Julia: [00:41:10] And so far from defending you WMAQ now recognized that you were essentially damaged goods and they saw that your value was plummeting in the marketplace and they chose to take advantage of that.
Joan: [00:41:22] And frankly, even when it came to filing the lawsuit. They said, we’re not gonna like stand in your way if this is what you decide to do, but don’t bring us into this in any way, shape, or form. We want nothing to do with this process.
Julia: [00:41:38] God, that’s awful.
Joan: [00:41:39] Very supportive.
Julia: [00:41:41] And, and were you at the time shocked by that? Or was that something that was par for the course at that point in time for a company to just abandon an employee who was facing something like that?
Joan: [00:41:57] I really was surprised by the stance that they took. Because, it almost felt – even though they didn’t fire me, they didn’t walk me out of the station, it felt a little bit like they were cutting me loose. Like, Hey, you want to do this? You know, you do this, but we are not a part of this. You’re doing this on your own. Good luck. And yeah it did not feel particularly supportive of them at all.
Julia: [00:42:20] That’s really unfortunate. And do you think it was because you – because of the nature of the allegations, because of personalities, because of sexism or, or they were just shitty bosses?
Joan: [00:42:33] Remember we talked about yesterday that in the media, the boss who hires you is the one who has the very most invested in you and your success. They’ve staked their reputation on hiring this person because they think she’s good. So that’s the person who’s most going to be in your corner.
That boss had been replaced by a different boss. And he had no particular – he wasn’t out to get me, but he had no particular affection for me or my work. He was just besotted with Alison Rosati. So we all knew her star was going through the roof. And so he had nothing invested in me. He hadn’t hired me. He showed up, I already worked there. There was no reason for him to stick his neck out in the least to support me or back me.
And also he was, he was a pretty crappy person. I mean, he was. NBC, they promoted him and then they eventually fired him because he, he was a crappy person. And they didn’t care when he was a crappy person to us because he squeezed more profit out of the station. But then when he pulled some of those same behaviors at the network level, they fired him.
Julia: [00:43:45] So speaking of WMAQ not being particularly supportive, as your resume shows, you didn’t actually stick around in broadcast television very much longer. It’s not like you left right after the allegations, but you’d been on TV here in Chicago for almost 15 years at that point, and you were done within another six if I’m doing the math right.
And was this allegation – but now you also, by that point, by the time you retired, or by the time you left broadcast television in Chicago anyway, you had a second child, so you had two little kids at home and you are now in your mid 40’s. And you know, stranger things have happened to anybody then to decide to take a different tack in their career. But did these allegations and the, all the fallout and all the nastiness around it has something to do with chasing you off television? Or is that even not an accurate description of it at all? Am I mischaracterizing?
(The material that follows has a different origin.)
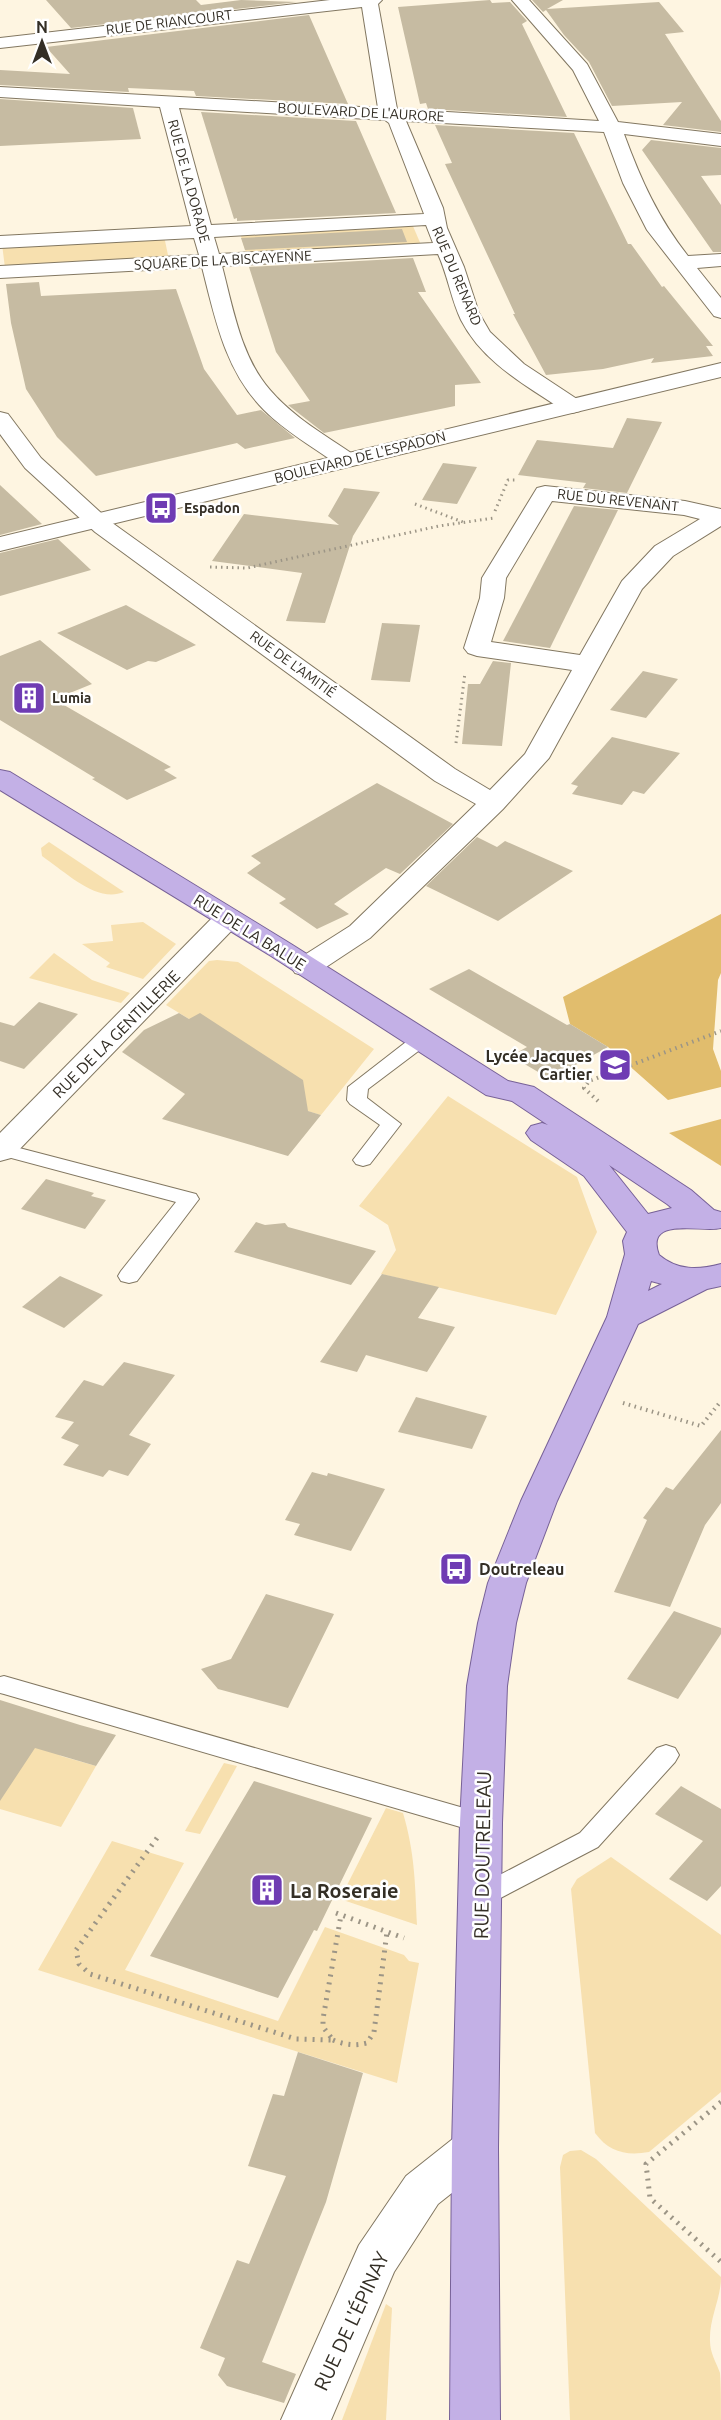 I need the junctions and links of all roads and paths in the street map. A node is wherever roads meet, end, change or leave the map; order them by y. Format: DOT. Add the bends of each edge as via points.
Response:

Joan: [00:44:36] Well, it’s, you know, it’s hard to say. I mean, your whole life, your whole professional life, leads you to whatever moment you’re at. And I was, I was at a point where I was really ready to be done with it. I really needed a break. And one thing that I will say was common in my generation is when we had little kids, we tended to just walk away entirely and then raise our families.
Julia: [00:45:04] Sure.
Joan: [00:45:04] I think one of the things that women are doing now that’s smarter is, even if they decide they want to be home more with their kids, they find a way to keep their hand in. Whether it’s a freelance job, whether it’s one day a week, they find a way to not leave, especially television or radio. They find a way to not leave entirely.
And after your kids are grown and you think to yourself, well, I’d really like to do something – if you’ve been completely away from the business for 10 or 12 years, it’s, it’s really, really hard to get back in. But if you’ve continued to work, then it’s, it’s much easier to expand your schedule back out again. And that’s something that’s, that’s really smart.
But for me, after I left [channel] five, there was some interest from another station. But I just told my agent, I said, you know, I’m just, I’m done. I’m done. Leave me alone.
Julia: [00:45:57] And if I’m not mistaken, there was a little bit of a gap where you spent all of your time with your kids, but then not too long after that you started your company.
Joan: [00:46:06] Yeah. After, after a few years when they were in school full time, there were some, what we called, we were a group of refugees from television. And we decided that this would be a way to take what we knew and do the work that we wanted to do, but be able to create our own schedule. You know, when you meet with a client is negotiated. It’s not like, you know, you’ve got to be on set at 4:59:40 because that’s when the five o’clock news starts.
So it was a way for all of us, and frankly, we all used that and enjoyed that. And, and it became a sort of a jumping off place. Because when we first started the media training business, it was like 2007. And the first year we had a great year. And then of course the recession hit and a lot of the budgets were cut, so we continued to do it.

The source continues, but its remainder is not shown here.